Village in Worcestershire, England

Great Comberton is a village in Worcestershire, England.

==Location==
Great Comberton village is located 3 kilometres or two-and-a-half miles south of Pershore, and lies partly on the steep northern slope of Bredon Hill and partly at its foot, on the left bank of the Avon, which, with one of its tributaries, forms the greater part of the western boundary. The southernmost boundary is with the Worcestershire parish of Kemerton, meeting at the summit of the Bredon Hill escarpment. The Mary Brook, another tributary of the Avon, forms Great Comberton's Northern boundary, at the eastern end of which is Mary Brook Bridge. On its southern boundary the parish reaches a height of about 294 m AOD on the North facing slope of Bredon Hill. Part of the village lies within the Cotswold AONB due to Bredon Hill's landscape importance.

==History and amenities==

The name Comberton derives from the Old English Cumbraingtūn meaning 'settlement connected with Cumbra'.

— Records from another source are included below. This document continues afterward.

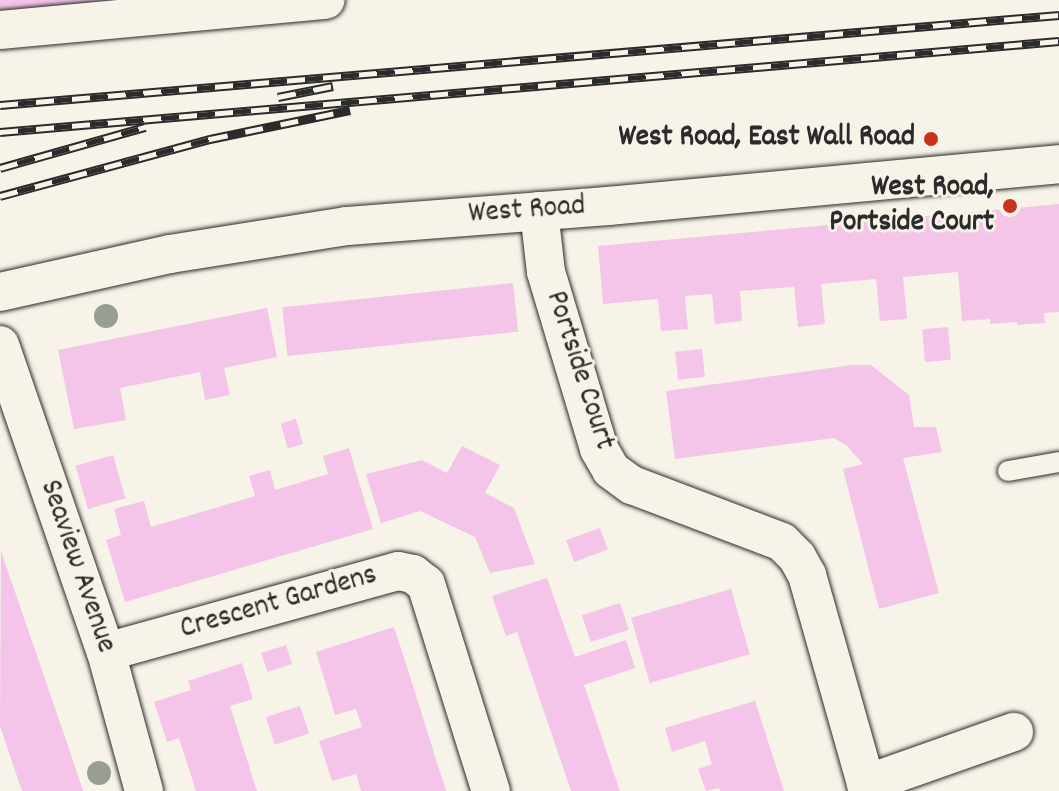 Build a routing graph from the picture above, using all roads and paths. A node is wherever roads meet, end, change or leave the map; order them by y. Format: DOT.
graph roads {
  1 [pos="326,0"];
  2 [pos="216,6"];
  3 [pos="0,30"];
  4 [pos="1059,164"];
  5 [pos="539,211"];
  6 [pos="0,292"];
  7 [pos="0,345"];
  8 [pos="1059,462"];
  9 [pos="1008,471"];
  10 [pos="106,652"];
  11 [pos="1014,732"];
  12 [pos="867,787"];
  13 [pos="144,791"];
  14 [pos="491,791"];
  1 -- 2 [label="street"];
  2 -- 3 [label="street"];
  4 -- 5 [label="street, West Road"];
  5 -- 6 [label="street, West Road"];
  5 -- 12 [label="street, Portside Court"];
  7 -- 10 [label="street, Seaview Avenue"];
  8 -- 9 [label="lane"];
  10 -- 13 [label="street, Seaview Avenue"];
  10 -- 14 [label="street, Crescent Gardens"];
  11 -- 12 [label="street, Portside Court"];
}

The history of the village goes back to Saxon times and the village is mentioned in Domesday. The church of St. Michael and All Angels stands near the centre of the village.

In terms of amenities, Great Comberton has a regular bus service travelling to the local town of Pershore.

The village has a thriving village hall which hosts regular events from yoga classes to meetings of the village social club. The church has regular services, on a rota with the other parish churches at Little Comberton, Bricklehampton and Elmley Castle. In 2012, the village's old red phone box was converted into a mini independent library.